I need to select the maximum amounts in one column for a common id in another column. There could be several id's in the report_id column that have the same, maximum last_update amounts.

Data structure:

+------+-------+--------------------------------------------+
| id   | report_id   | last_update                          |
+------+-------------+--------------------------------------+
| 1    | 1           | 2019-01-24                           |
| 2    | 1           | 2019-01-24                           |
| 3    | 1           | 2019-01-24                           |
| 4    | 2           | 2019-01-24                           |
| 5    | 3           | 2019-01-23                           |
+------+-------+--------------------------------------------+

The problem I am having so far is I can't seem to isolate my results simply by the report_id.

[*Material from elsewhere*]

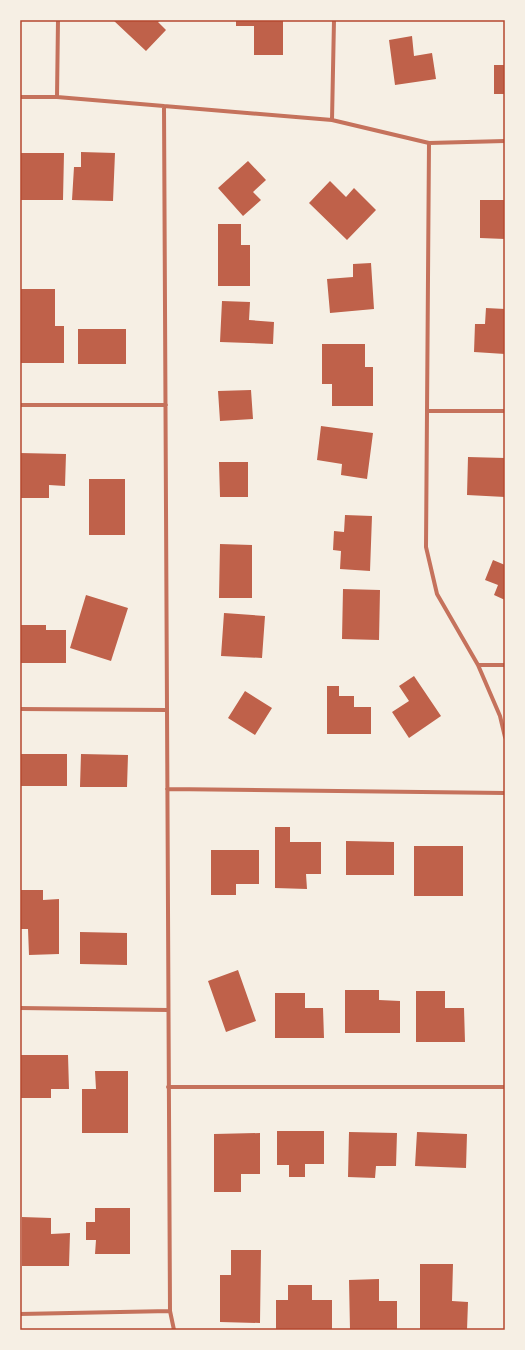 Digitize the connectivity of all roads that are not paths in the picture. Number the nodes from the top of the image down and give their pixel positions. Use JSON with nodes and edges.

For example, with the following query:

"SELECT report_id, last_update
 FROM reports
 WHERE last_update=(
               SELECT MAX(last_update) FROM reports 
               WHERE report_id='1'
               );  
            ";

This returns:

+------+-------+--------------------------------------------+
| id   | report_id   | last_update                          |
+------+-------------+--------------------------------------+
| 1    | 1           | 2019-01-24                           |
| 2    | 1           | 2019-01-24                           |
| 3    | 1           | 2019-01-24                           |
| 4    | 2           | 2019-01-24                           |
+------+-------+--------------------------------------------+ 

So it is nearly correct, but it also is including report_id 2 because it also has the MAX value of 2019-01-24 in last_update.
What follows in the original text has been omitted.